The Stiglitz Commission recommends that just one percent of the stimulus packages of developed countries -which would come to about 200 billion dollars- be spent on the developing world, in addition to ODA commitments. The conference did not accept this recommendation.

In my opinion, the solution is to spend on the kinds of investment in people that civil society, including the unions, is demanding: for sustainable solutions, for development, for human rights, particularly of children, youth, and women. Of the USD 20 trillion, at least half should be invested in people in developing countries.

Unfortunately, the negotiations within the UN have more to do with turf wars about future structures than actually helping people. And the decision that any commission must have at least half women has not been taken.

What must we conclude? The voices of women, the poor, and the millions of trade union members and people organising against poverty are apparently not as relevant as the banks and corporate interests.

Our leaders have provided an upside-down bailout package, most of it going to the economic elite and virtually nothing going to the 2 billion women, children, elderly, and socially excluded at the bottom of the economic pyramid, all of whom are most affected by the crises.
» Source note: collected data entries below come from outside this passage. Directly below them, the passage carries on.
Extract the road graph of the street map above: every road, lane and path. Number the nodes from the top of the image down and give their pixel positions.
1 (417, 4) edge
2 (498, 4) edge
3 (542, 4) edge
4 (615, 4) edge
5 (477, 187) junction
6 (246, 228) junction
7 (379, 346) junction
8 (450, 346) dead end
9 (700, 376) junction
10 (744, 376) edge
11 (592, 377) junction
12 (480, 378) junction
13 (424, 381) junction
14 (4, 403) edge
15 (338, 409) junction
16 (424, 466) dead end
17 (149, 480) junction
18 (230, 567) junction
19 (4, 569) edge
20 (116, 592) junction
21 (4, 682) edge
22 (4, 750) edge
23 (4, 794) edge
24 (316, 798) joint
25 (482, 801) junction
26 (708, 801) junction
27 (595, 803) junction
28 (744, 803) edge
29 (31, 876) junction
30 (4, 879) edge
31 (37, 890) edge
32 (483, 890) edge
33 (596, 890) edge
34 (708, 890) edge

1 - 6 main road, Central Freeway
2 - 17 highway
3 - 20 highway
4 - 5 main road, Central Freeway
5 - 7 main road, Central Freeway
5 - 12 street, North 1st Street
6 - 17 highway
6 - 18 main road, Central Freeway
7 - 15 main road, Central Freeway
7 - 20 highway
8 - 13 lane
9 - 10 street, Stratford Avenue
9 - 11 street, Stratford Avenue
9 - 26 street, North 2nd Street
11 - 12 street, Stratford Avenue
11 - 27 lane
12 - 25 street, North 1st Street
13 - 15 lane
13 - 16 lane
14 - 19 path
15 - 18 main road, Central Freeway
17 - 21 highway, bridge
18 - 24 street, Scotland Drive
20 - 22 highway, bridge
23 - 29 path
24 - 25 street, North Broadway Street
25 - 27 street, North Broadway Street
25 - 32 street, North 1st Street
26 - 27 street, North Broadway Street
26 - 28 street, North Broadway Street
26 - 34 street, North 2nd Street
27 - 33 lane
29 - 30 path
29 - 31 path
This is the moral leadership crisis we are facing in the world today, and this conference did nothing to improve it. The UN meeting tried, but most rich countries blocked solutions. Women and men living in poverty, the millions of citizens in trade unions and social movements, and the 116.9 million who stood with the Global Call to Action Against Poverty (GCAP) last year will now have to put pressure on the G8 leaders, who start their undemocratic meeting on July 8. (END/COPYRIGHT IPS)

(*) Sylvia Borren, co-chair of the Global Call to Action Against Poverty (GCAP) and Worldconnectors.